■ Exercise prompt: In this exercise, reproduce the whole listing exactly.

■ Supplied material:
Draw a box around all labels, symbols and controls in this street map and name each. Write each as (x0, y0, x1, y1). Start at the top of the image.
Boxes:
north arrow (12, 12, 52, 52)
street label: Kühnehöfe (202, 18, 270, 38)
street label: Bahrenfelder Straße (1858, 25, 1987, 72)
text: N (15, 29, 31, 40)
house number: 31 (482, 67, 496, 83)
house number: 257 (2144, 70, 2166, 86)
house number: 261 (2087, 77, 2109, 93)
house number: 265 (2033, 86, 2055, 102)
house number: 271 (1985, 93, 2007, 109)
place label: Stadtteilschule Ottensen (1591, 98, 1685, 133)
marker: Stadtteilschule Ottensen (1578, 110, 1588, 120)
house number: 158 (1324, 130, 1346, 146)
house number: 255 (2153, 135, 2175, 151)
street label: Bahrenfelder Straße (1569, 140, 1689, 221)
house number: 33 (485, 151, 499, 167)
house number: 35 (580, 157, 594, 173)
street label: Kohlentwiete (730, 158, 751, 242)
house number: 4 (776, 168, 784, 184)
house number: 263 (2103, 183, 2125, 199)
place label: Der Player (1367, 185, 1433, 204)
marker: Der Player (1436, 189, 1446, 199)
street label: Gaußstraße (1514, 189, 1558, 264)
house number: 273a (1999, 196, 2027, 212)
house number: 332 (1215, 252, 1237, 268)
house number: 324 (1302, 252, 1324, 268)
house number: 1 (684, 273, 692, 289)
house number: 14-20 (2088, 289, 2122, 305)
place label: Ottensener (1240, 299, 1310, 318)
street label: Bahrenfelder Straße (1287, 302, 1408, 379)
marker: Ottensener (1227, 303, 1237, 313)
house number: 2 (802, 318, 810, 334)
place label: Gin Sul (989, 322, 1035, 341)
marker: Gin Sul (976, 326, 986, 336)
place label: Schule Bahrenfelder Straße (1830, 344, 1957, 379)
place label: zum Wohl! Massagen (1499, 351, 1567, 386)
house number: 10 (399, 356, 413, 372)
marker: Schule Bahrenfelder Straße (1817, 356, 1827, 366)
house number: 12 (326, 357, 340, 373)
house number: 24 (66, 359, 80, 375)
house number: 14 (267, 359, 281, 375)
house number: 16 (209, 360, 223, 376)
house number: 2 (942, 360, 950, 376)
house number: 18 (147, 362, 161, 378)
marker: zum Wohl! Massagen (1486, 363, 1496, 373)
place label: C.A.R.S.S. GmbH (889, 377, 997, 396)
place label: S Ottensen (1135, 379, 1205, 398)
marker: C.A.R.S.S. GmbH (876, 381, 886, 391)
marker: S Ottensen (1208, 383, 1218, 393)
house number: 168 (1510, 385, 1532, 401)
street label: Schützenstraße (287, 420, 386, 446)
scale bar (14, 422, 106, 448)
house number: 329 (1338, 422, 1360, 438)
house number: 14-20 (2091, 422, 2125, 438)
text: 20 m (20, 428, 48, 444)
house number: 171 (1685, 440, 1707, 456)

■ Answer box:
Draw a box around all labels, symbols and controls in this street map and name each. Write each as (x0, y0, x1, y1). Start at the top of the image.
Boxes:
north arrow (12, 12, 52, 52)
street label: Kühnehöfe (202, 18, 270, 38)
street label: Bahrenfelder Straße (1858, 25, 1987, 72)
text: N (15, 29, 31, 40)
house number: 31 (482, 67, 496, 83)
house number: 257 (2144, 70, 2166, 86)
house number: 261 (2087, 77, 2109, 93)
house number: 265 (2033, 86, 2055, 102)
house number: 271 (1985, 93, 2007, 109)
place label: Stadtteilschule Ottensen (1591, 98, 1685, 133)
marker: Stadtteilschule Ottensen (1578, 110, 1588, 120)
house number: 158 (1324, 130, 1346, 146)
house number: 255 (2153, 135, 2175, 151)
street label: Bahrenfelder Straße (1569, 140, 1689, 221)
house number: 33 (485, 151, 499, 167)
house number: 35 (580, 157, 594, 173)
street label: Kohlentwiete (730, 158, 751, 242)
house number: 4 (776, 168, 784, 184)
house number: 263 (2103, 183, 2125, 199)
place label: Der Player (1367, 185, 1433, 204)
marker: Der Player (1436, 189, 1446, 199)
street label: Gaußstraße (1514, 189, 1558, 264)
house number: 273a (1999, 196, 2027, 212)
house number: 332 (1215, 252, 1237, 268)
house number: 324 (1302, 252, 1324, 268)
house number: 1 (684, 273, 692, 289)
house number: 14-20 (2088, 289, 2122, 305)
place label: Ottensener (1240, 299, 1310, 318)
street label: Bahrenfelder Straße (1287, 302, 1408, 379)
marker: Ottensener (1227, 303, 1237, 313)
house number: 2 (802, 318, 810, 334)
place label: Gin Sul (989, 322, 1035, 341)
marker: Gin Sul (976, 326, 986, 336)
place label: Schule Bahrenfelder Straße (1830, 344, 1957, 379)
place label: zum Wohl! Massagen (1499, 351, 1567, 386)
house number: 10 (399, 356, 413, 372)
marker: Schule Bahrenfelder Straße (1817, 356, 1827, 366)
house number: 12 (326, 357, 340, 373)
house number: 24 (66, 359, 80, 375)
house number: 14 (267, 359, 281, 375)
house number: 16 (209, 360, 223, 376)
house number: 2 (942, 360, 950, 376)
house number: 18 (147, 362, 161, 378)
marker: zum Wohl! Massagen (1486, 363, 1496, 373)
place label: C.A.R.S.S. GmbH (889, 377, 997, 396)
place label: S Ottensen (1135, 379, 1205, 398)
marker: C.A.R.S.S. GmbH (876, 381, 886, 391)
marker: S Ottensen (1208, 383, 1218, 393)
house number: 168 (1510, 385, 1532, 401)
street label: Schützenstraße (287, 420, 386, 446)
scale bar (14, 422, 106, 448)
house number: 329 (1338, 422, 1360, 438)
house number: 14-20 (2091, 422, 2125, 438)
text: 20 m (20, 428, 48, 444)
house number: 171 (1685, 440, 1707, 456)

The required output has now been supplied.